It’s hard to believe we’ve been gone a week today. Time certainly evaporates with astonishing rapidity.
After a late rise (we’re adopting the clearly Catalan way of life) without hitting the gym, we met up with the vastly knowledgeable Jeff Koehler, an expatriate American food writer, now living here to whom I had been introduced via email through our mutual friend Naomi Duguid (herself a former lawyer and food writer of considerable distinction.) You can read about Jeff and his several books, one of which we bought from him, atwww.jeff-koehler.com.
After a coffee/hot chocolate at L’Escriba, www.escriba.es, (from 1906) of which there are 3 in Barcelona, we made our way along the long boulevard, La Rambla, from the fabulous La Boqueria covered market (think St. Lawrence, only more compact and greater variety) down to the old fisherman’s quarters and ultimately just off the beach area, where we had a leisurely lunch at around 2 p.m., a seafood paella at Can Majó,www.canmajo.es. Besides his mother-in-law’s, Jeff thinks this is the most authentic paella in Barcelona. I wouldn’t know but it was pretty tasty.
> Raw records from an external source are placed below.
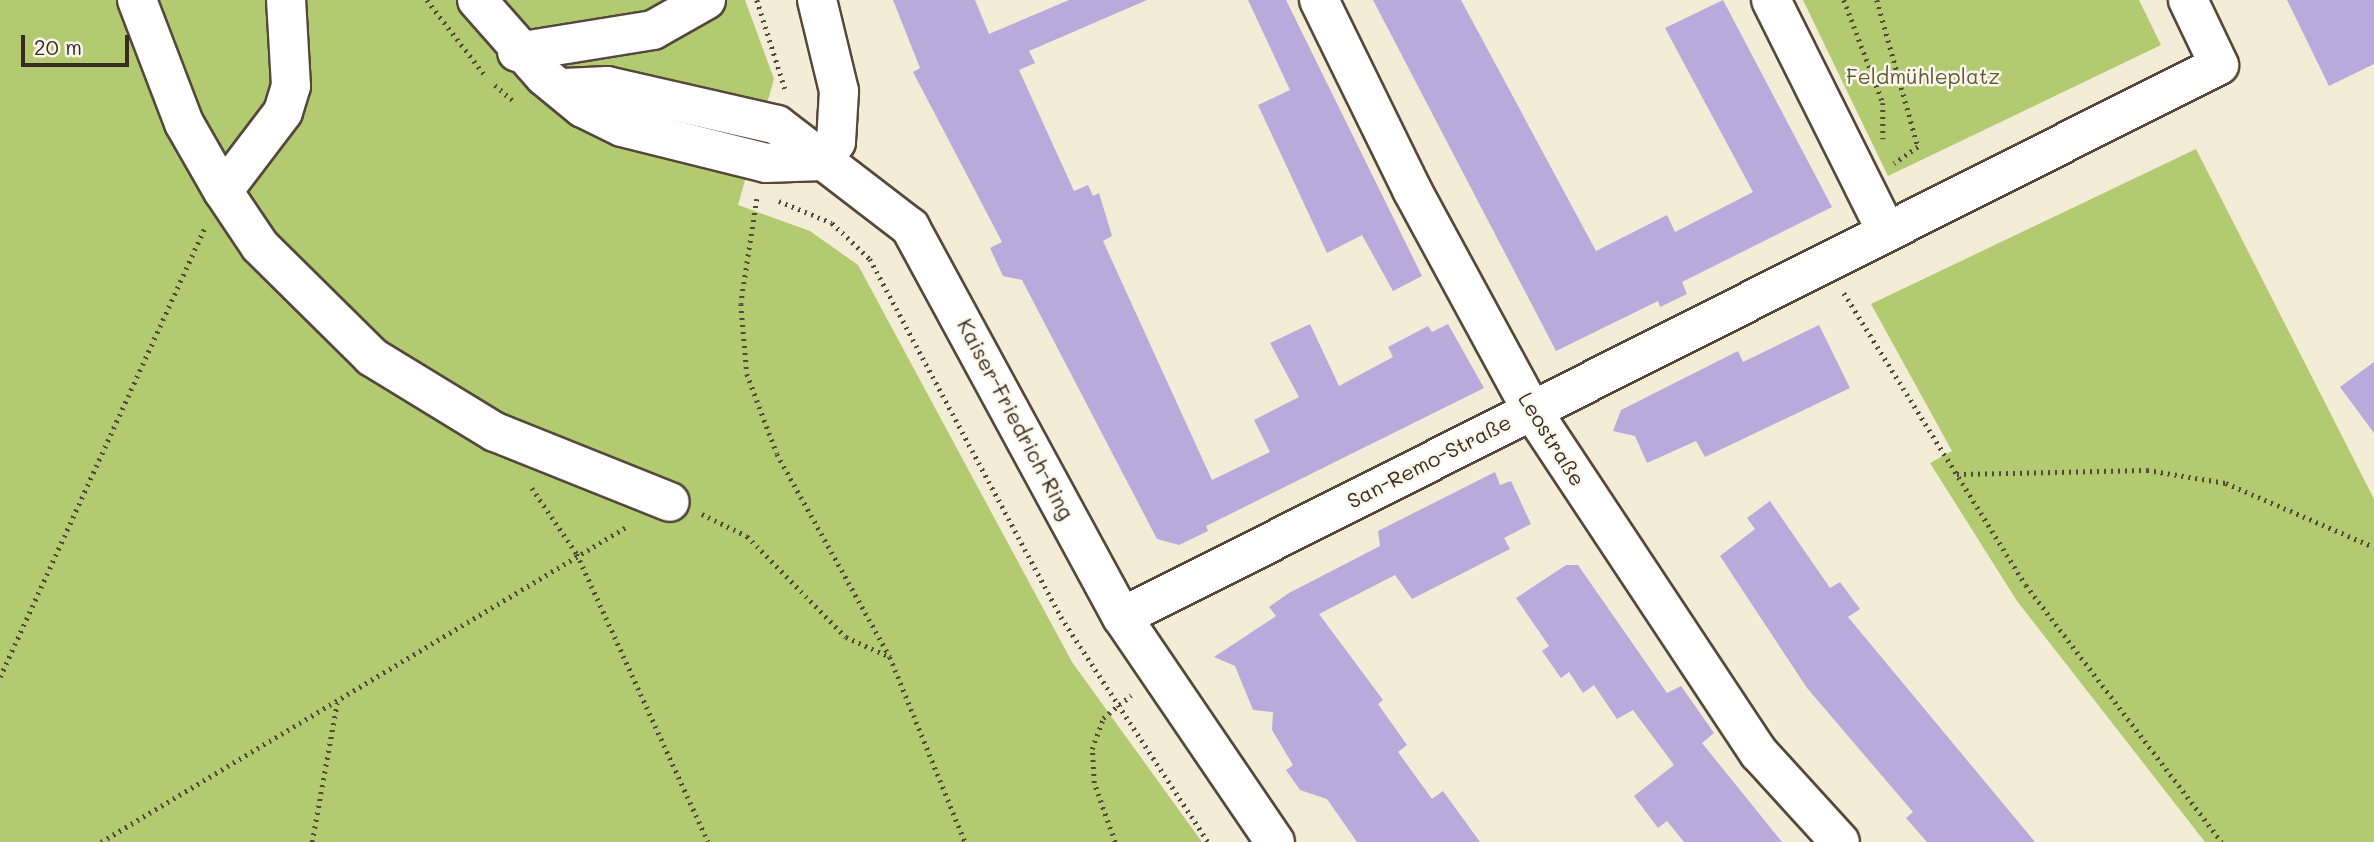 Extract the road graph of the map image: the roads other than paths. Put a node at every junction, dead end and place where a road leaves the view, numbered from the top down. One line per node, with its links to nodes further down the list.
1 (136, 0): 11 (street)
2 (286, 0): 11 (street)
3 (477, 0): 9 (street)
4 (706, 0): 9 (street)
5 (817, 0): 10 (street)
6 (1320, 0): 13 (street, Leostraße)
7 (1771, 0): 12 (street)
8 (2188, 0): 12 (street)
9 (517, 52): 10 (street, Kaiser-Friedrich-Ring)
10 (822, 161): 15 (street, Kaiser-Friedrich-Ring)
11 (223, 191): 14 (street)
12 (1897, 226): 13 (street, San-Remo-Straße)
13 (1531, 408): 15 (street, San-Remo-Straße); 17 (street, Leostraße)
14 (670, 502)
15 (1122, 617): 16 (street, Kaiser-Friedrich-Ring)
16 (1275, 842)
17 (1840, 842)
On the way, Jeff showed us round the old part of the town, a shop from around 1900 wood-roasting and selling all variety of nuts (the platonic ideal of a roasted hazelnut; they punctured the bag to keep the warm nuts from heating further), another selling a multitude of olive oils (single-orchard, no less), a shop purveying goods from a monastery around here and the like, not to mention the second largest Cathedral in Barcelona.
A couple of notes: no one here thought much of Vicky Cristina Barcelona, Javier Bardem comes from a long line of, mostly stage, actors, Penelope Cruz is the A-one celebrity in the country and the Spanish eat paellaonly for lunch, not dinner. For dinner, they eat simply, like grilled vegetables with a little salt and olive oil. With a lunch like this, as our taxi driver pointed out on the way back to the hotel, it’s no wonder people don’t mind a few hour siesta before they sally forth in the evening.
If you are coming to Barcelona, especially if you are a foodie, arrange for Jeff as your guide, an enlightening way to see a Barcelona you would otherwise miss.
Late, way past our normal bedtime, we headed to a great wine bar, near the Santa Maria cathedral, La Vinya del Senyor. Exceptionally fun, even the fire-twirler was entertaining in the square in front.